I LOVE being able to blog!!!!! This post began as an email to a prof that I admire. I had started some research during the month between semesters and found some exciting stuff that I soooo wanted to share. After I wrote the email, I felt it looked too much like a stalker. This is why I love blogs: I can vent/reflect/post and seem normal (not seem like a stalker).


 I know I'm a geek. With that said, in anticipation of my Classroom Management class, I started googling classroom discipline. That led to the concept of student motivation and discovering a RSA animation of Dan Pink (http://www.youtube.com/watch?v=u6XAPnuFjJc). I checked-out two of his books, A Whole New Mind and Drive, from the Sternes Library. I started reading A Whole New Mind (this is my official summary) and saw parallels to the Methods class I had last fall. The theories in A Whole New Mind and the 4MAT method of teaching presented by Bernice McCarthy in my Methods class are based on right and left brain modality. For so long the left brain thinking has been the star of the classroom; if you could memorize and regurgitate, you were considered brilliant and got scholarships. Creative thinkers take longer to formulate approaches because they are drawing from a larger pool of information and don't do as well on timed, standardized tests.
Left brain thinking has information compartmentalized. If it's a math problem, you go to the math room and pull out the formula(s) that go with the problem and use them. Right brain thinkers have all the information in one room, maybe in separate piles, but not labeled math, science, or English. So when they have a math problem, they have to evaluate what kind of math. If it's a geometry problem involving angles, then you go to the pile that has formulas involving angles. But that pile also has soccer plays in it, racquetball shots, photo/lighting theories, crochet designs, force vectors: information not directly related to math. So filtering through the pile to find the right information can take a little time. All the testing to get into grad school felt like swimming against a flood. They don't want to know what I know, but how fast I can process it. Why the time limits? I know what I know at the beginning and the end. It's not like I'll magically learn something while I'm sitting in that sterile, empty environment.
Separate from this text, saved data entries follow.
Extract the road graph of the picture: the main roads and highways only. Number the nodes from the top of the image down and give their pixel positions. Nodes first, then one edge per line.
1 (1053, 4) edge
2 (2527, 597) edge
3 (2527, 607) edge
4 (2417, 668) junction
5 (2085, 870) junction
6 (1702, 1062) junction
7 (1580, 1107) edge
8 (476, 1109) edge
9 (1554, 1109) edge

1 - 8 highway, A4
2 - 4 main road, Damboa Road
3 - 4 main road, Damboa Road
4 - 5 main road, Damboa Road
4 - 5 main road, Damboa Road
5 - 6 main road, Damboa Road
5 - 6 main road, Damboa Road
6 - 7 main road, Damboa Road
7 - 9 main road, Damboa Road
From the 19th century to the 20th century we moved from an Industrial Age to an Information Age. We are now transitioning into a Conceptual Age, and the aptitudes of the left-brain will no longer be sufficient for success. Any job that can be outsourced or automated must be re-shaped to satisfy the aesthetic, emotional, or spiritual demands of a prosperous era. There are six essential right-brain aptitudes that can be re-developed (we had them as kids) to complement the functions of the left-brain, creating a whole new mind. These aptitudes are design, story, symphony, empathy, play, and meaning.
 
On to reading Drive, and reflecting on it. Understanding motivation is the key to engagement and discipline in the classroom. I've always known that the stick and carrot philosophy were weak (pseudo) motivators and yet were simple to implement (mindlessly, without having to have any knowledge or insight into the individual). When you implement it you know it's not changing anything inside the child, but now you have done your duty and can say, "Its not my fault, I  tried!"

A teachers job is kind of like parenting teens: not controlling, but influencing.